In recent weeks I've heard a few assertions that non-premillennialists reject a literal hermeneutic. Here's just one example from a well-known pastor:
Amil has to discount the literal hermeneutical approach to the entire definition of the [Kingdom of God] in the major and minor prophets.
B.B. Warfield, in
The Westminster Assembly and Its Work, expounded and defended the biblical basis for the Westminster Confession of Faith (1646). But he also attempted to demonstrate how the Confession merely summarized the theology of the Continental Reformers. Though, as a Baptist, I don't agree with every point of the Confession or Warfield's defense, a paragraph from his discussion of Chapter 1, "Of the Holy Scripture" caught my eye.
In this chapter, Warfield quotes extensively and in broad affirmation of Heinrich Heppe's summary of the theology of the Continental Reformers,
Dogmatics of the Evangelical Reformed Church (1861). Heppe argues (see the long quote below) that the literal meaning of Scripture is
the one meaning the author intended. Though the author may or may not employ figurative language, the literal meaning is how the author intended that language (whether figurative or normal/non-figurative) to be understood.
In other words,
both Premillennialists and non-Premillennialists* may employ a literal hermeneutic. (Individuals in either group may or may not, or at least not consistently.) Though they disagree on the interpretation of numerous texts, their disagreement is not over whether the normal ("literal") sense ought to be our default position. Rather, the disagreement is over certain texts—whether they were
intended by the author/Author to be interpreted normally or figuratively.

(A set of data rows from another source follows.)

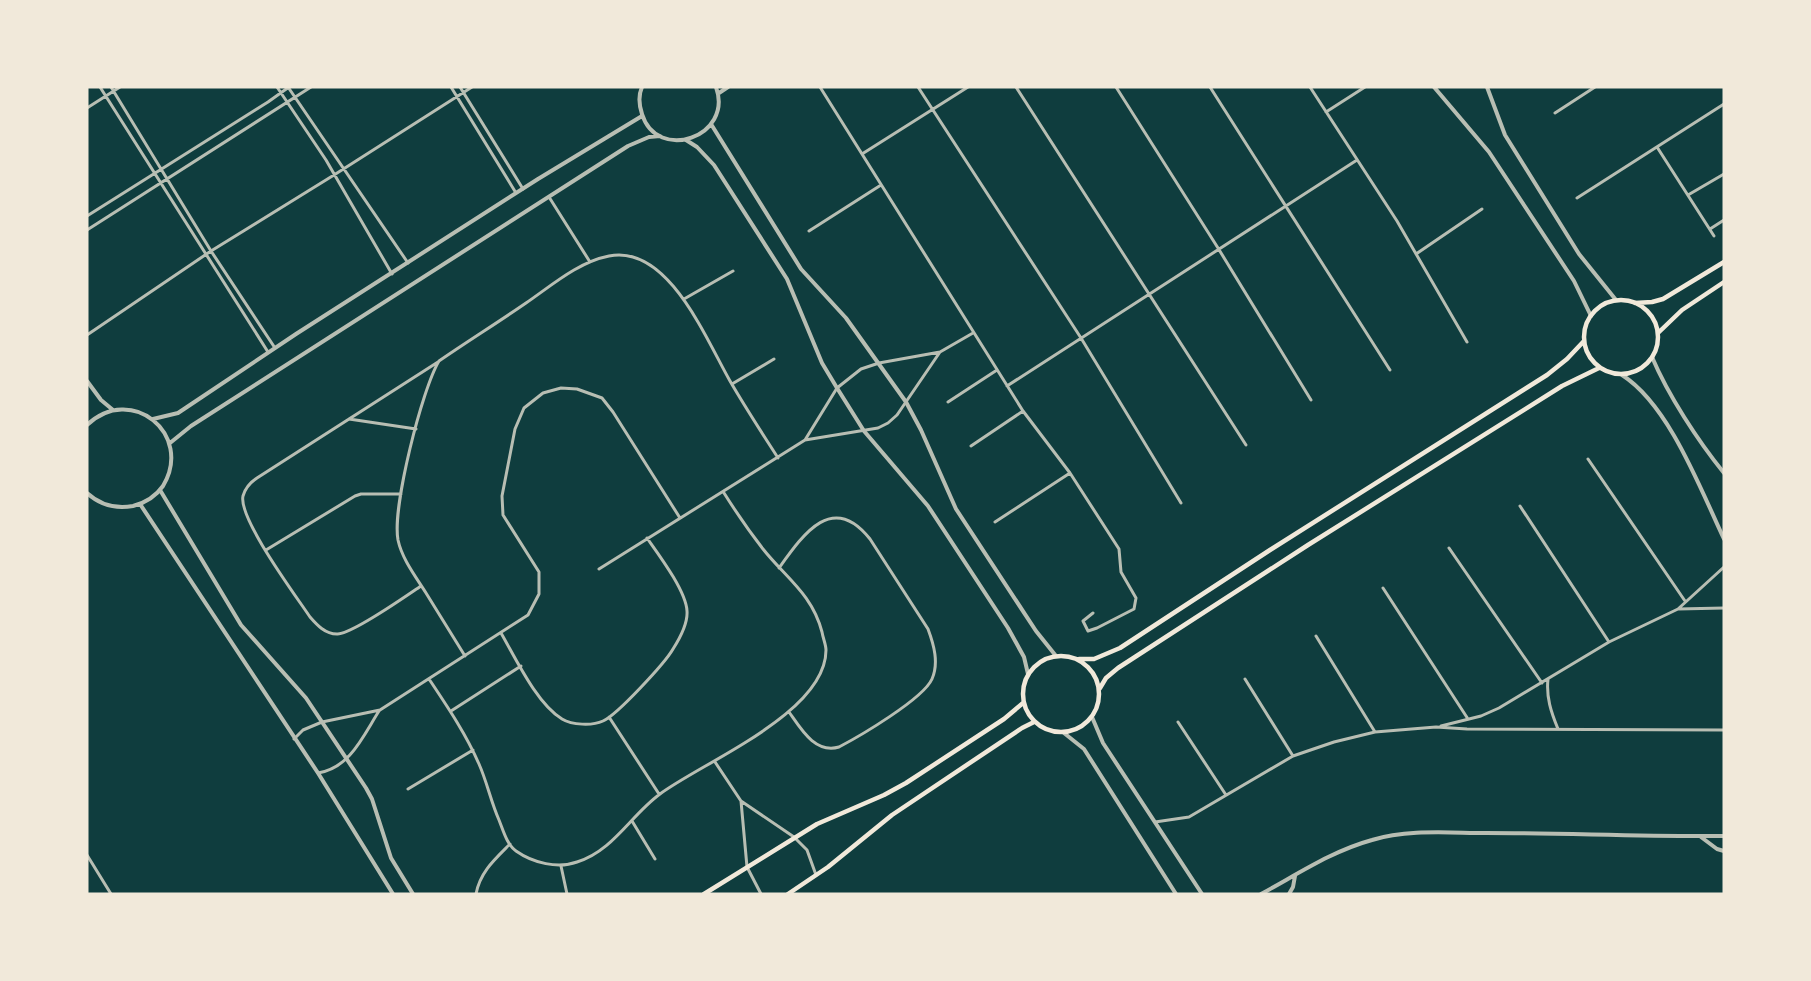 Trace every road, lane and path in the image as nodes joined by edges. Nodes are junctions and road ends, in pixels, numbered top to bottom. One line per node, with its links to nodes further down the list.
1 (100, 87): 27 (street)
2 (120, 87): 23 (street)
3 (277, 87): 25 (street)
4 (288, 87): 25 (street); 28 (street)
5 (311, 87): 28 (street)
6 (451, 87): 29 (street)
7 (460, 87): 24 (street)
8 (472, 87): 24 (street)
9 (642, 87): 36 (street)
10 (716, 87): 26 (street)
11 (728, 87): 26 (street)
12 (820, 87): 41 (street)
13 (918, 87): 33 (street)
14 (968, 87): 33 (street)
15 (1016, 87): 74 (street)
16 (1116, 87): 64 (street)
17 (1210, 87): 56 (street)
18 (1310, 87): 34 (street)
19 (1364, 87): 34 (street)
20 (1434, 87): 78 (street)
21 (1487, 87): 76 (street)
22 (1595, 87): 35 (street)
23 (112, 89): 27 (street); 43 (street)
24 (464, 92): 29 (street); 51 (street)
25 (281, 93): 30 (street); 43 (street)
26 (718, 93): 37 (street)
27 (106, 95): 32 (street); 45 (street)
28 (295, 96): 30 (street); 44 (street)
29 (457, 97): 44 (street); 52 (street)
30 (287, 102): 47 (street); 48 (street)
31 (1724, 104): 40 (street)
32 (87, 108)
33 (932, 109): 41 (street); 82 (street)
34 (1326, 112): 42 (street)
35 (1555, 113)
36 (642, 116): 38 (street); 51 (street)
37 (711, 124): 39 (street); 91 (street)
38 (660, 136): 39 (street); 54 (street)
39 (686, 140): 99 (street)
40 (1657, 147): 53 (street); 55 (street)
41 (862, 154): 50 (street)
42 (1357, 160): 56 (street); 66 (street)
43 (161, 169): 45 (street); 48 (street)
44 (344, 169): 47 (street); 70 (street)
45 (154, 174): 49 (street); 58 (street)
46 (1724, 174): 53 (street)
47 (334, 176): 65 (street); 72 (street)
48 (167, 179): 49 (street); 65 (street)
49 (160, 184): 61 (street); 67 (street)
50 (881, 185): 62 (street); 79 (street)
51 (523, 189): 52 (street)
52 (516, 194): 70 (street)
53 (1688, 195): 60 (street)
54 (549, 197): 68 (street); 111 (street)
55 (1577, 198)
56 (1286, 205): 64 (street); 94 (street)
57 (1482, 209): 66 (street)
58 (87, 216)
59 (1724, 220): 60 (street)
60 (1710, 229): 63 (street)
61 (87, 230)
62 (809, 231)
63 (1714, 236)
64 (1218, 248): 74 (street); 100 (street)
65 (211, 251): 67 (street); 85 (street)
66 (1416, 254): 84 (street)
67 (205, 255): 81 (street); 86 (street)
68 (590, 262): 75 (street); 90 (street)
69 (1724, 262): 77 (main road)
70 (408, 263): 72 (street)
71 (733, 271): 75 (street)
72 (392, 274): 85 (street)
73 (1724, 282): 80 (main road)
74 (1149, 293): 82 (street); 113 (street)
75 (684, 299): 97 (street)
76 (1616, 300): 77 (main road); 78 (main road)
77 (1635, 303): 80 (main road)
78 (1591, 316): 83 (main road)
79 (974, 332): 87 (street); 93 (street)
80 (1658, 333): 88 (main road)
81 (87, 335)
82 (1081, 338): 98 (street); 123 (street)
83 (1584, 341): 92 (main road); 146 (main road)
84 (1467, 342)
85 (275, 348): 86 (street)
86 (268, 352): 105 (street)
87 (940, 352): 91 (street); 101 (street)
88 (1653, 357): 95 (main road); 117 (street)
89 (774, 359): 97 (street)
90 (439, 361): 106 (street); 108 (street)
91 (879, 363): 99 (street); 101 (street)
92 (1599, 368): 95 (main road); 153 (main road)
93 (997, 370): 98 (street); 102 (street)
94 (1390, 370)
95 (1622, 375): 129 (street)
96 (87, 381): 103 (street)
97 (732, 384): 114 (street)
98 (1007, 386): 104 (street)
99 (837, 388): 109 (street); 110 (street)
100 (1311, 400)
101 (906, 402): 109 (street); 145 (street)
102 (948, 402)
103 (113, 410): 105 (street); 107 (street)
104 (1023, 411): 112 (street); 116 (street)
105 (153, 419): 111 (street)
106 (347, 419): 108 (street); 131 (street)
107 (87, 424)
108 (416, 429): 121 (street)
109 (864, 431): 110 (street); 148 (street)
110 (806, 440): 114 (street)
111 (170, 443): 118 (street)
112 (971, 446)
113 (1246, 446)
114 (778, 458): 120 (street)
115 (1588, 459): 137 (street)
116 (1070, 472): 127 (street); 140 (street)
117 (1724, 473)
118 (160, 490): 124 (street); 161 (street)
119 (87, 493): 122 (street)
120 (724, 493): 126 (street); 134 (street)
121 (401, 494): 131 (street); 135 (street)
122 (90, 498): 124 (street)
123 (1181, 503)
124 (140, 504): 169 (street)
125 (1520, 506): 143 (street)
126 (680, 518): 128 (street); 141 (street)
127 (995, 522)
128 (647, 538): 133 (street); 158 (street)
129 (1724, 539)
130 (1449, 548): 152 (street)
131 (266, 550): 135 (street)
132 (1724, 567): 137 (street)
133 (599, 568)
134 (779, 568): 157 (street); 157 (street)
135 (421, 586): 144 (street)
136 (1383, 588): 160 (street)
137 (1685, 601): 139 (street)
138 (1724, 608): 139 (street)
139 (1678, 609): 143 (street)
140 (1093, 613)
141 (501, 633): 144 (street); 147 (street)
142 (1316, 636): 167 (street)
143 (1609, 642): 151 (street)
144 (465, 656): 149 (street)
145 (1056, 656): 146 (main road); 148 (main road)
146 (1079, 659): 153 (main road)
147 (521, 666): 156 (street); 158 (street)
148 (1028, 674): 154 (main road)
149 (429, 679): 155 (street); 156 (street)
150 (1245, 679): 171 (street)
151 (1548, 679): 152 (street); 165 (street)
152 (1542, 683): 160 (street)
153 (1100, 688): 159 (main road)
154 (1023, 703): 162 (main road); 182 (main road)
155 (380, 710): 161 (street); 172 (street)
156 (451, 711): 170 (street)
157 (789, 712): 173 (street)
158 (609, 717): 176 (street)
159 (1092, 717): 168 (main road); 180 (street)
160 (1468, 719): 164 (street)
161 (322, 722): 169 (street); 172 (street)
162 (1035, 722): 168 (main road); 190 (main road)
163 (1178, 722): 177 (street)
164 (1436, 727): 165 (street); 167 (street)
165 (1558, 729): 166 (street)
166 (1724, 730)
167 (1376, 732): 171 (street)
168 (1064, 733): 200 (street)
169 (294, 739): 174 (street)
170 (473, 750): 175 (street); 184 (street)
171 (1293, 756): 177 (street)
172 (346, 760): 174 (street); 194 (street)
173 (715, 762): 176 (street); 178 (street)
174 (318, 773): 193 (street)
175 (408, 789)
176 (659, 795): 179 (street)
177 (1226, 795): 180 (street)
178 (741, 801): 182 (street); 189 (street)
179 (632, 821): 187 (street); 188 (street)
180 (1154, 822): 201 (street)
181 (1724, 836): 183 (street)
182 (794, 837): 189 (main road); 190 (street)
183 (1700, 837): 185 (street); 191 (street)
184 (510, 844): 188 (street); 195 (street)
185 (1724, 851)
186 (87, 855): 192 (street)
187 (655, 859)
188 (561, 866): 196 (street)
189 (747, 867): 197 (main road); 198 (street)
190 (816, 875): 199 (main road)
191 (1295, 875): 202 (street); 203 (street)
192 (111, 894)
193 (393, 894)
194 (412, 894)
195 (476, 894)
196 (567, 894)
197 (704, 894)
198 (761, 894)
199 (788, 894)
200 (1176, 894)
201 (1202, 894)
202 (1261, 894)
203 (1289, 894)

And that's where the debate ought to take place. Premillennialists
ought to argue with non-Premillennialists on how prophetic texts should be interpreted. Premillennialists
ought to make the point that when we can point to biblical prophecies that we
know have been fulfilled, they've been fulfilled in a "literal"/normal sense. But once and for all we ought to
stop suggesting that non-Premillennialists reject a literal hermeneutic. By the standards of Premillennialists,
Premillennialists often reject a literal hermeneutic too. By the definition Warfield advances via Heppe, both groups can be literalists. We can and should wrestle exegetically over the debated texts, but we need to avoid the strawmen and the canards.
Here's that long passage in which Warfield quotes Heppe:
The true sense of Scripture, which interpretation has established, can always be only single, and, in general, only the real, literal sense, the sensus literalis, which is either sensus literalis simplex or sensus literalis compositus. The former is to be firmly held as a rule; the latter, on the other hand, is to be recognized wherever Scripture presents anything typically; and only when the sensus literalis would contradict the articuli fidei or the praeceptis caritatis, where therefore Scripture itself demands another interpretation of its words, is the figurative meaning of them, the sensus figuratus, to be sought. Besides this, the allegorical interpretation has its right in the application of the language of Scripture to the manifold relations of life in the accommod. ad usum. (p. 168)
*Warfield was a Postmillennialist, a position now largely out of favor that was different in its interpretations from Amillennialism, but possessing some of the same tendencies to differ with the Premillennial "literal" interpretations.